▶ [Stored records]
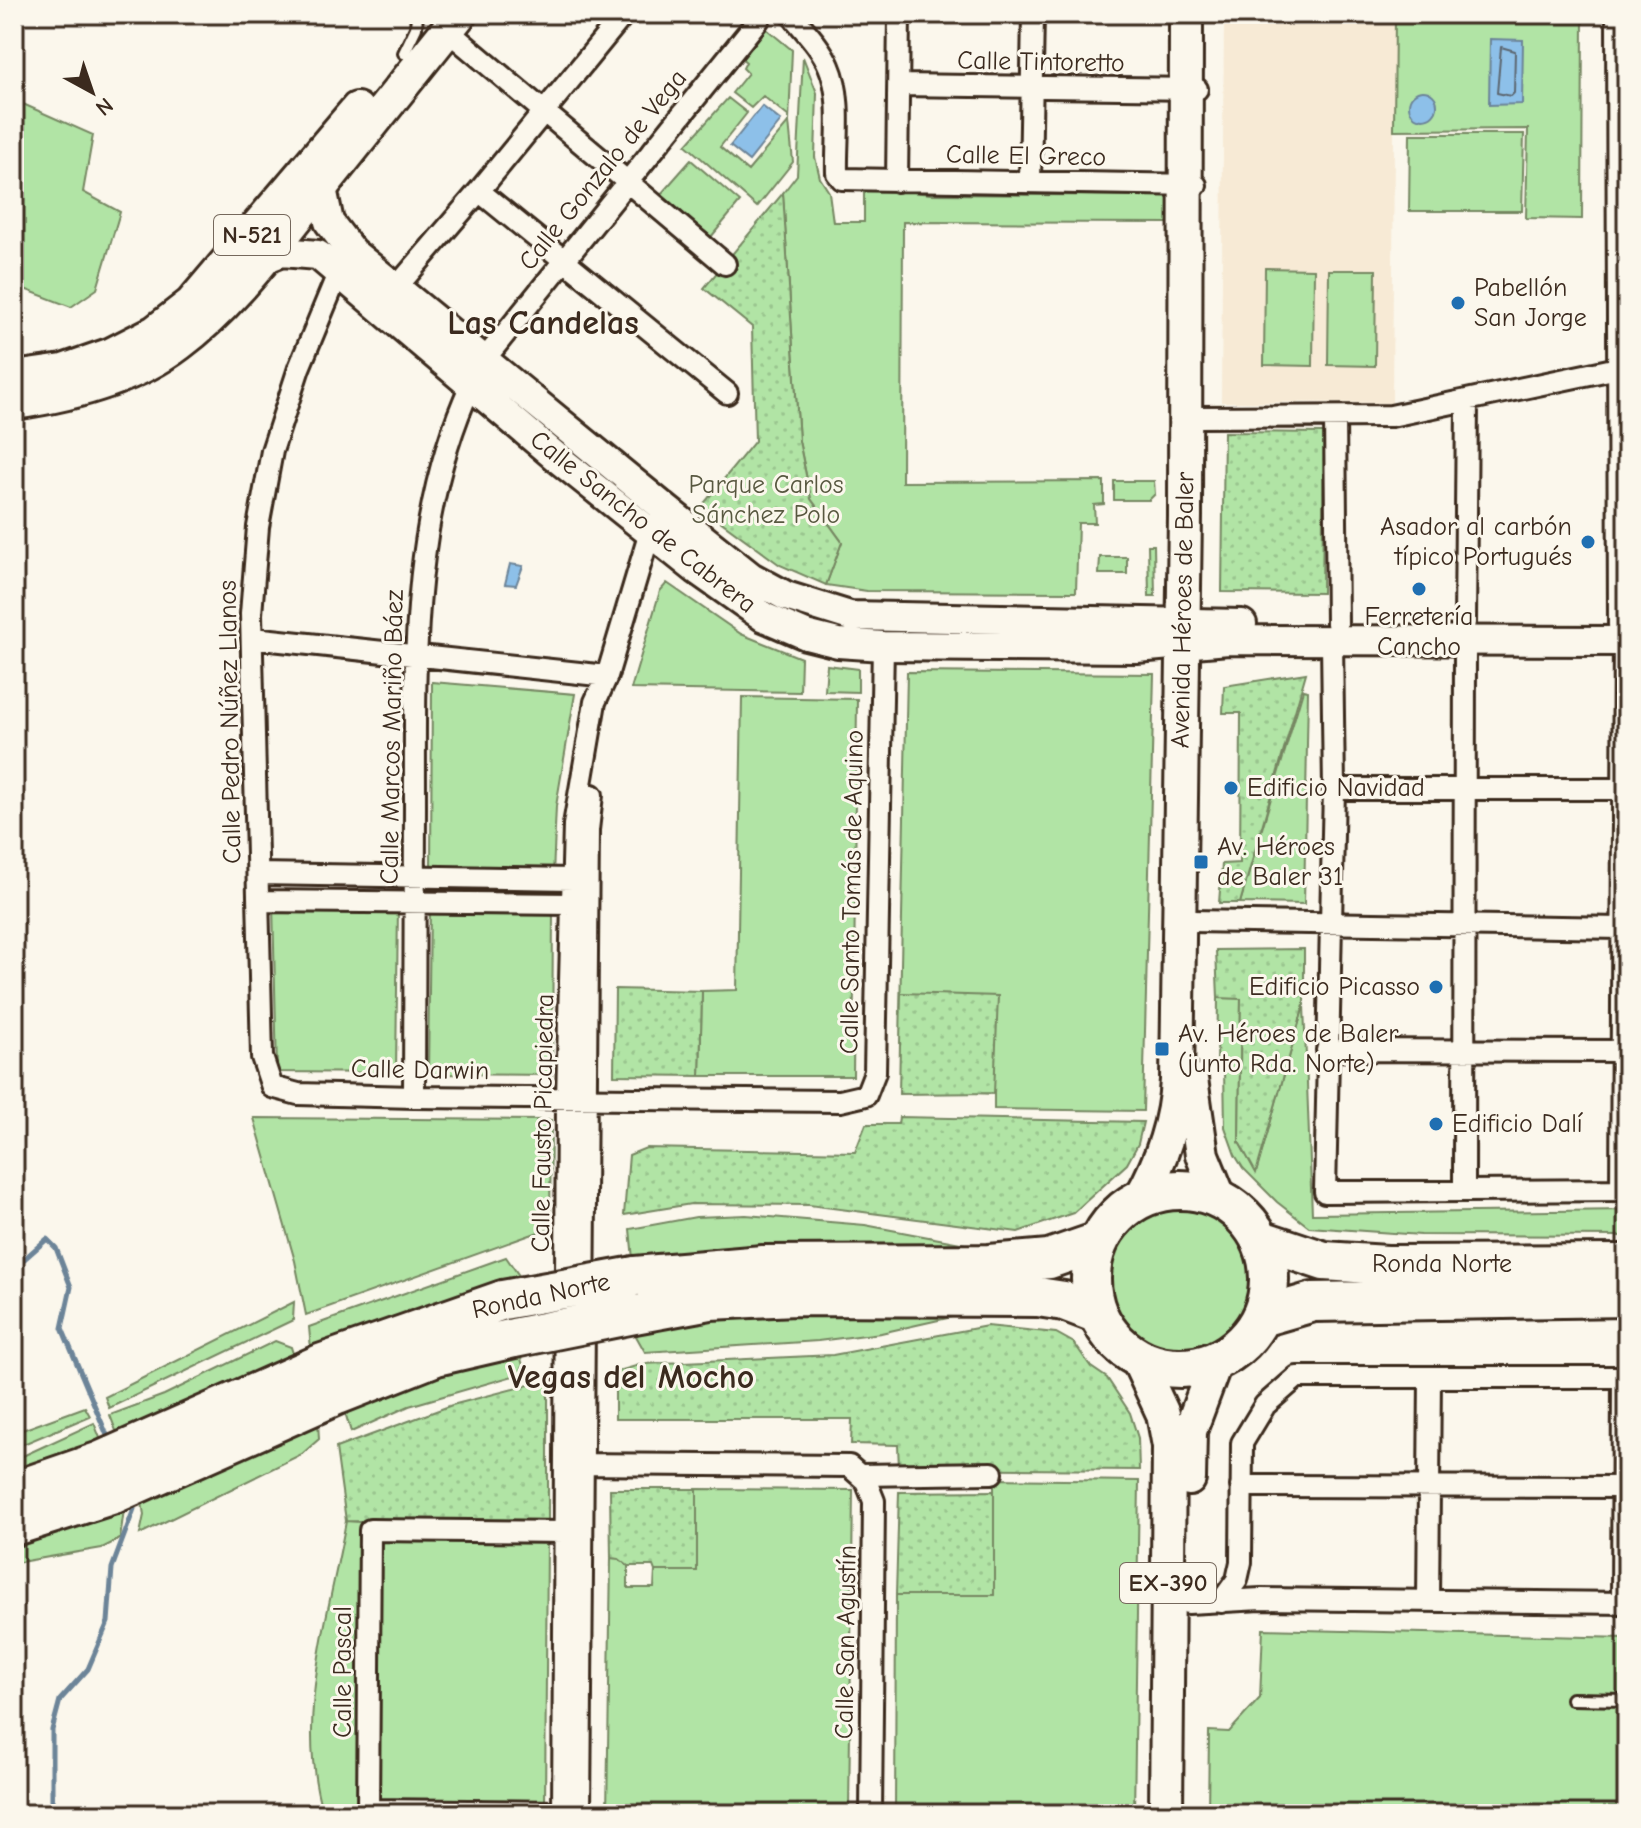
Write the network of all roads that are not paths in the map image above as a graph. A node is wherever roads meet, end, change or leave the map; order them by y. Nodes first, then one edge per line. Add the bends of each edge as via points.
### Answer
1 (417, 14) edge
2 (624, 14) edge
3 (753, 14) edge
4 (791, 14) edge
5 (899, 14) edge
6 (1033, 14) edge
7 (1186, 14) edge
8 (1201, 14) edge
9 (1621, 14) edge
10 (448, 19) edge
11 (404, 53) junction
12 (899, 85) junction
13 (1032, 88) junction
14 (1189, 89) junction
15 (544, 111) junction
16 (897, 181) junction
17 (627, 182) junction
18 (1030, 182) junction
19 (1193, 184) junction
20 (322, 188) junction
21 (479, 191) junction
22 (1624, 208) edge
23 (264, 259) junction
24 (344, 261) junction
25 (564, 261) junction
26 (725, 264) dead end
27 (396, 288) junction
28 (1623, 367) junction
29 (478, 373) junction
30 (14, 378) edge
31 (727, 393) dead end
32 (14, 403) edge
33 (1467, 403) junction
34 (1198, 417) junction
35 (1335, 417) junction
36 (1625, 475) edge
37 (623, 510) junction
38 (659, 521) junction
39 (680, 556) junction
40 (640, 566) junction
41 (1465, 631) junction
42 (1334, 633) junction
43 (1625, 633) edge
44 (1189, 634) junction
45 (253, 638) junction
46 (883, 646) junction
47 (415, 656) junction
48 (607, 676) junction
49 (1464, 787) junction
50 (1334, 789) junction
51 (1626, 789) edge
52 (258, 874) junction
53 (415, 876) junction
54 (572, 879) junction
55 (258, 901) junction
56 (415, 902) junction
57 (572, 904) junction
58 (1191, 921) junction
59 (1329, 923) junction
60 (1466, 925) junction
61 (1622, 928) junction
62 (1327, 1050) junction
63 (1624, 1051) edge
64 (1463, 1052) junction
65 (272, 1087) joint
66 (414, 1097) junction
67 (575, 1098) junction
68 (1464, 1190) junction
69 (1624, 1190) edge
70 (1140, 1199) junction
71 (1220, 1199) junction
72 (1261, 1240) junction
73 (1098, 1242) junction
74 (1627, 1264) edge
75 (1627, 1297) edge
76 (1098, 1314) junction
77 (1261, 1317) junction
78 (1137, 1358) junction
79 (1216, 1361) junction
80 (1430, 1377) junction
81 (1625, 1377) edge
82 (316, 1385) junction
83 (573, 1464) junction
84 (992, 1473) dead end
85 (860, 1475) junction
86 (108, 1477) junction
87 (1241, 1486) junction
88 (1431, 1487) junction
89 (1624, 1487) edge
90 (14, 1491) edge
91 (14, 1526) edge
92 (564, 1532) junction
93 (1241, 1563) junction
94 (1261, 1599) junction
95 (1428, 1601) junction
96 (1221, 1602) junction
97 (1188, 1603) junction
98 (1624, 1603) edge
99 (1572, 1699) dead end
100 (1627, 1700) edge
101 (368, 1812) edge
102 (568, 1813) edge
103 (871, 1814) edge
104 (1166, 1814) edge
105 (1184, 1814) edge

1 - 11 lane
2 - 15 street
3 - 17 street, Calle Gonzalo de Vega via 759,19
4 - 16 street, Calle El Greco via 832,75 837,173 851,182
5 - 12 street
6 - 13 street
7 - 14 main road, Avenida Héroes de Baler
8 - 14 main road, Avenida Héroes de Baler
9 - 22 main road
10 - 11 main road, N-521
10 - 15 street
10 - 20 main road
11 - 30 main road, N-521 via 191,304 155,332 112,354 63,371
12 - 13 street, Calle Tintoretto
12 - 16 street
13 - 14 street, Calle Tintoretto
13 - 18 street
14 - 19 main road, Avenida Héroes de Baler
15 - 17 street
15 - 21 street
16 - 18 street, Calle El Greco
17 - 25 street, Calle Gonzalo de Vega
17 - 26 street
18 - 19 street, Calle El Greco
19 - 34 main road, Avenida Héroes de Baler
19 - 44 main road, Avenida Héroes de Baler
20 - 23 main road
20 - 24 main road, Calle Sancho de Cabrera
21 - 25 street
21 - 27 street
22 - 28 main road
23 - 24 main road, Calle Sancho de Cabrera via 300,251
23 - 32 main road, N-521 via 178,346 96,385
24 - 27 main road, Calle Sancho de Cabrera
24 - 29 main road, Calle Sancho de Cabrera
24 - 45 street, Calle Pedro Núñez Llanos via 272,451 258,527
25 - 29 street, Calle Gonzalo de Vega
25 - 31 street
27 - 29 main road, Calle Sancho de Cabrera
28 - 33 street
28 - 36 main road
29 - 37 main road, Calle Sancho de Cabrera
29 - 38 main road, Calle Sancho de Cabrera
29 - 47 street, Calle Marcos Mariño Báez via 453,423 423,550
33 - 35 street via 1391,416
33 - 41 street
34 - 35 street
34 - 44 main road, Avenida Héroes de Baler
35 - 42 street
36 - 43 main road
37 - 38 main road, Calle Sancho de Cabrera
37 - 40 street via 633,528
38 - 39 main road, Calle Sancho de Cabrera
38 - 40 street, Calle Fausto Picapiedra
38 - 44 main road, Calle Sancho de Cabrera via 801,602 850,616
39 - 40 street
39 - 46 main road, Calle Sancho de Cabrera via 764,617 827,640
40 - 48 street, Calle Fausto Picapiedra
41 - 42 main road
41 - 43 main road
41 - 49 street
42 - 44 main road via 1228,640
42 - 50 street
43 - 51 street
44 - 46 main road, Calle Sancho de Cabrera via 1137,648
44 - 58 main road, Avenida Héroes de Baler
44 - 70 main road, Avenida Héroes de Baler via 1176,1098 1155,1172
45 - 47 street
45 - 52 street, Calle Pedro Núñez Llanos
46 - 67 street, Calle Santo Tomás de Aquino via 875,1072 866,1095 840,1101
47 - 48 street
47 - 53 street, Calle Marcos Mariño Báez
48 - 54 street, Calle Fausto Picapiedra via 595,702 582,765
48 - 67 street, Calle Fausto Picapiedra via 588,830
49 - 50 street
49 - 51 street
49 - 60 street
50 - 59 street
51 - 61 street
52 - 53 street
52 - 55 street, Calle Pedro Núñez Llanos
53 - 54 street
53 - 56 street, Calle Marcos Mariño Báez
54 - 57 street, Calle Fausto Picapiedra
55 - 56 street
55 - 65 street, Calle Pedro Núñez Llanos via 262,1057
56 - 57 street
56 - 66 street, Calle Marcos Mariño Báez
57 - 67 street, Calle Fausto Picapiedra
58 - 59 street
58 - 71 main road, Avenida Héroes de Baler via 1194,1117
59 - 60 street
59 - 62 street
60 - 61 street
60 - 64 street
61 - 63 street
62 - 64 street
62 - 68 street via 1325,1192
63 - 64 street
63 - 69 street
64 - 68 street
65 - 66 street, Calle Darwin via 298,1094
66 - 67 street, Calle Darwin
67 - 83 street, Calle Fausto Picapiedra
68 - 69 street
70 - 71 highway via 1166,1190 1194,1190
70 - 73 highway via 1115,1217
71 - 72 highway via 1244,1216
72 - 74 highway, Ronda Norte via 1324,1261
72 - 77 highway via 1269,1266
73 - 76 highway via 1091,1266
73 - 82 highway, Ronda Norte, bridge via 1049,1259 763,1265 635,1276 503,1300
75 - 77 highway, Ronda Norte via 1313,1302
76 - 78 highway via 1114,1340
76 - 82 highway, Ronda Norte, bridge via 1038,1297 710,1300 514,1338
77 - 79 highway via 1234,1350
78 - 79 highway via 1162,1367 1190,1368
78 - 104 main road, EX-390 via 1163,1414 1169,1446
79 - 97 main road, EX-390 via 1190,1431
80 - 81 street
80 - 87 street via 1297,1377 1252,1423 1242,1443
80 - 88 street
81 - 89 street
82 - 86 highway, Ronda Norte
83 - 85 street via 849,1466
83 - 92 street, Calle Fausto Picapiedra
83 - 102 street, Calle Fausto Picapiedra
84 - 85 street
85 - 103 street, Calle San Agustín via 874,1501
86 - 90 highway, Ronda Norte
86 - 91 highway, Ronda Norte
87 - 88 street
87 - 93 street
88 - 89 street
88 - 95 street
89 - 98 street
92 - 101 street, Calle Pascal via 370,1530
92 - 102 street, Calle Fausto Picapiedra
93 - 94 street via 1250,1590
93 - 96 street via 1237,1580
94 - 95 street
94 - 96 street
95 - 98 street
96 - 97 street
97 - 105 main road, EX-390
99 - 100 lane
101 - 102 street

▶ [WHAT TO WORK ON] Where the string "Baler" turns up in a line of the data above, copy that whole line.

▶ [TASK ANSWER]
7 - 14 main road, Avenida Héroes de Baler
8 - 14 main road, Avenida Héroes de Baler
14 - 19 main road, Avenida Héroes de Baler
19 - 34 main road, Avenida Héroes de Baler
19 - 44 main road, Avenida Héroes de Baler
34 - 44 main road, Avenida Héroes de Baler
44 - 58 main road, Avenida Héroes de Baler
44 - 70 main road, Avenida Héroes de Baler via 1176,1098 1155,1172
58 - 71 main road, Avenida Héroes de Baler via 1194,1117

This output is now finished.